Shuai-Bing Zhang, Zhong-Liu Wu
Bioresource technology 2011 v.102 no.2 pp. 2093-2096
thermal stability, Aspergillus niger, energy, Komagataella pastoris, esterases, amino acid substitution, amino acids, hydrolysis, site-directed mutagenesis, algorithms, half life
Feruloyl esterases are key enzymes involved in the complete hydrolysis of hemicellulose. In order to improve the thermostability of feruloyl esterase A (FaeA) from Aspergillus niger CIB 423.1, the PoPMuSiC algorithm was applied to predict the folding free energy change (ΔΔG) of amino acid substitutions.
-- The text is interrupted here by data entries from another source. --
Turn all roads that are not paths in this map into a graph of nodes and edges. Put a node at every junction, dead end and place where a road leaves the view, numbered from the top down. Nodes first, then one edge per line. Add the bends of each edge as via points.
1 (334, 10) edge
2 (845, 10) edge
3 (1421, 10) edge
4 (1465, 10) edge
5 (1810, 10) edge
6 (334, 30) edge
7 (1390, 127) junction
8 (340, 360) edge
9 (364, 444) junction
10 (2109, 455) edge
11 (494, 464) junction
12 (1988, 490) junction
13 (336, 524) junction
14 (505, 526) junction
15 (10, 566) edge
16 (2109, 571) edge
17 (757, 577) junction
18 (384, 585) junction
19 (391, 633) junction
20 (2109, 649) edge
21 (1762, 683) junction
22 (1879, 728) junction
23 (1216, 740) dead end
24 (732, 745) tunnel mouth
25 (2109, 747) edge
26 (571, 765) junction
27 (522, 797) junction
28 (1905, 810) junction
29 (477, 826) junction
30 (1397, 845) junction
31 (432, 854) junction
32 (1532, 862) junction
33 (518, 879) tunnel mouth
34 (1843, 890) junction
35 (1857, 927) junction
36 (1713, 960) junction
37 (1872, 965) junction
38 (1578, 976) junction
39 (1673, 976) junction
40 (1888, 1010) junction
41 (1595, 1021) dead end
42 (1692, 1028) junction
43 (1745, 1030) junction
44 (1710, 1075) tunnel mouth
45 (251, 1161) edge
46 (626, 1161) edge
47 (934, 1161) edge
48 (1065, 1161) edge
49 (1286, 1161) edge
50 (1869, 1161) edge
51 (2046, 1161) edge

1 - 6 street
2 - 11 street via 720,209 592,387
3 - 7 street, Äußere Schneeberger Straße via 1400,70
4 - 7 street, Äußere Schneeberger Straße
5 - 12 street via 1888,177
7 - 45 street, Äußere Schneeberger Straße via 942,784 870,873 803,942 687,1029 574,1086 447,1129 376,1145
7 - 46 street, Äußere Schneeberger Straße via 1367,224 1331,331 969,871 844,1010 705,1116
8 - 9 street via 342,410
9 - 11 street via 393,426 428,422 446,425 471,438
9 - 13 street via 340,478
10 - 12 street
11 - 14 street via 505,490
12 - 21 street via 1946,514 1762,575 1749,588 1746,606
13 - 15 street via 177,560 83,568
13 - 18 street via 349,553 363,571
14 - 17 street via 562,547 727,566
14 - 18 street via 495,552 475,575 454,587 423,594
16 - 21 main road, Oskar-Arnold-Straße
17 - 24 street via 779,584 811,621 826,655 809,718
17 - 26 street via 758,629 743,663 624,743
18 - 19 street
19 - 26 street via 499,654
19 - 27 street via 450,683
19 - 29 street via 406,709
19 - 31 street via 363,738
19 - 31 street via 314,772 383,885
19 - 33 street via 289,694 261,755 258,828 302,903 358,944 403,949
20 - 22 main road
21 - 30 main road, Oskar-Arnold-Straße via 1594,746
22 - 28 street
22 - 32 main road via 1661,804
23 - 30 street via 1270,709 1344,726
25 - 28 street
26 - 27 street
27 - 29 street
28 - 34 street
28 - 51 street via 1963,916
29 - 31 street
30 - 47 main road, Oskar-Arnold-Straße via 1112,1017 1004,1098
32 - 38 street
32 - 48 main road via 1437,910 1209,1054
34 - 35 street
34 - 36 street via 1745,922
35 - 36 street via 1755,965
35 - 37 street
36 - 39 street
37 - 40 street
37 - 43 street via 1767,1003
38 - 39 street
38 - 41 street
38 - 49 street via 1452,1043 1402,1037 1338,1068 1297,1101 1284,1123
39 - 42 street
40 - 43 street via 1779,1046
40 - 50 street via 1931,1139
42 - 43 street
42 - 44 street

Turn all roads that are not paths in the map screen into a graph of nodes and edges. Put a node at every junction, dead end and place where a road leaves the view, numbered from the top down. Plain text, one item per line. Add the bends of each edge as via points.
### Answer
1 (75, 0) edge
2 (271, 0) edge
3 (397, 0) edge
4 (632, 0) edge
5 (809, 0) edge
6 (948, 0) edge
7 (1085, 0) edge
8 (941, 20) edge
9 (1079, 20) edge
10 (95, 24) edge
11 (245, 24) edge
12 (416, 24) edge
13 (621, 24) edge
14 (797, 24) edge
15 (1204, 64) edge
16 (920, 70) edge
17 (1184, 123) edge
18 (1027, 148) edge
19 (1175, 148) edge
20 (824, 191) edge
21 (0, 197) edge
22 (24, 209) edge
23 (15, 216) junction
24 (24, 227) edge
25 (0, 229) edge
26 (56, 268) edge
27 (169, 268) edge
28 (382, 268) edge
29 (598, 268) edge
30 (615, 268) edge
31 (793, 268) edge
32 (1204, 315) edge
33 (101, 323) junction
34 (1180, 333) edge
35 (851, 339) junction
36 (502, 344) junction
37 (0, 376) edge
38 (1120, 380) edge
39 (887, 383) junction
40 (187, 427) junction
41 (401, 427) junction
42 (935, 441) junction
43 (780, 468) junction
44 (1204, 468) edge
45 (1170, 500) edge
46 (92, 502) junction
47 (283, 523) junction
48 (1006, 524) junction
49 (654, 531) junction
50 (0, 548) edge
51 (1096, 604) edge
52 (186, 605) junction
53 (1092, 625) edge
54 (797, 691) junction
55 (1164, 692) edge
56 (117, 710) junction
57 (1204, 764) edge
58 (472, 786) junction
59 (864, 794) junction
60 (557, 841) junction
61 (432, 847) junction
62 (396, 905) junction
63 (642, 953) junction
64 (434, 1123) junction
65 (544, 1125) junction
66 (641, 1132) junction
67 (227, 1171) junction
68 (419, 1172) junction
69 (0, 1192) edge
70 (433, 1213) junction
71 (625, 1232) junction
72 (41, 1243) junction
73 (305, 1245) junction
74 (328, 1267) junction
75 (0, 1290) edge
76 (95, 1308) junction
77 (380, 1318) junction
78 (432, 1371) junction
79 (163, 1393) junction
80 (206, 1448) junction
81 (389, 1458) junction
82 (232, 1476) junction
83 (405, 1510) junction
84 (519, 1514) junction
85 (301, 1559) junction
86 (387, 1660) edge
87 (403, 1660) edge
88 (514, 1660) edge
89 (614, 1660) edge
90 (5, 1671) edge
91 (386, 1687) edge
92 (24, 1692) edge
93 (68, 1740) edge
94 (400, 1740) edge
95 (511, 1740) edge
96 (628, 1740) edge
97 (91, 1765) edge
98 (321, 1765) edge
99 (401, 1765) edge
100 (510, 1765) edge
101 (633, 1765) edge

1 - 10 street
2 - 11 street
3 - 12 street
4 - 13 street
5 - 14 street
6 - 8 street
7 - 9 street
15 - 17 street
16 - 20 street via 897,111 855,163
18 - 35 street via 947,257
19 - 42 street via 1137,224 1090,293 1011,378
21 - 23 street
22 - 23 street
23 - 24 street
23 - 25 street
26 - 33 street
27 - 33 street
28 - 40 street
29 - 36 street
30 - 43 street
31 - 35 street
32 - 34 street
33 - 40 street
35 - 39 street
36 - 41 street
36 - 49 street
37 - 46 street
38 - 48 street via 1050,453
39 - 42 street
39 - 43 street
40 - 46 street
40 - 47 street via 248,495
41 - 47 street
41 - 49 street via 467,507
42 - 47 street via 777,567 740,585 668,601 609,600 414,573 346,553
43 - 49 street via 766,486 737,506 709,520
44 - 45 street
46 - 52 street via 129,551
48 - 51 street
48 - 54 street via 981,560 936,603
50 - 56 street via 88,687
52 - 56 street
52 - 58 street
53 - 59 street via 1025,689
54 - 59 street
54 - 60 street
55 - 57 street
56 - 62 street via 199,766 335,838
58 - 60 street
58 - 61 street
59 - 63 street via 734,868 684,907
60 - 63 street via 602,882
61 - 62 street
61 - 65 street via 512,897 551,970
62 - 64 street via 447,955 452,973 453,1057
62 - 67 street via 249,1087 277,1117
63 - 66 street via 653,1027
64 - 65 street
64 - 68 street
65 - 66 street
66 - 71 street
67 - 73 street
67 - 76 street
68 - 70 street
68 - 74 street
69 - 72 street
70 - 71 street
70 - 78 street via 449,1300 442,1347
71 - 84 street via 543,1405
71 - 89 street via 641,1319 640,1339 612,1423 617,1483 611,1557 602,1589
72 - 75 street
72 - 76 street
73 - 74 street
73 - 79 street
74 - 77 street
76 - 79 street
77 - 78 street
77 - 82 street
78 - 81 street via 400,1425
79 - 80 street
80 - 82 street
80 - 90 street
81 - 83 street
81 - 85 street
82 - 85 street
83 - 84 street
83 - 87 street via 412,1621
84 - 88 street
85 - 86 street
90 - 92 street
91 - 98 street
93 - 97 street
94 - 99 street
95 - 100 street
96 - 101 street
Four amino acid substitutions (S92A, D93G, D174A and S187F) were introduced into the enzyme by site-directed mutagenesis and the enzymes were produced in Pichia pastoris KM71. No obvious changes in thermal stability resulted from substitutions S92A and D174A, but, compared to the wild-type enzyme which has a half-life of inactivation of 8min, the half-lives of enzymes with a D93G or S187F substitution increased to 9.4 and 60.5min, respectively. The double mutant D93G/S187F displayed a synergistic effect with a t₁/₂ value of 77.0min. It also displayed over 10-fold increase in catalytic turnover frequency. The result will benefit further investigation of the thermostability of feruloyl esterase A.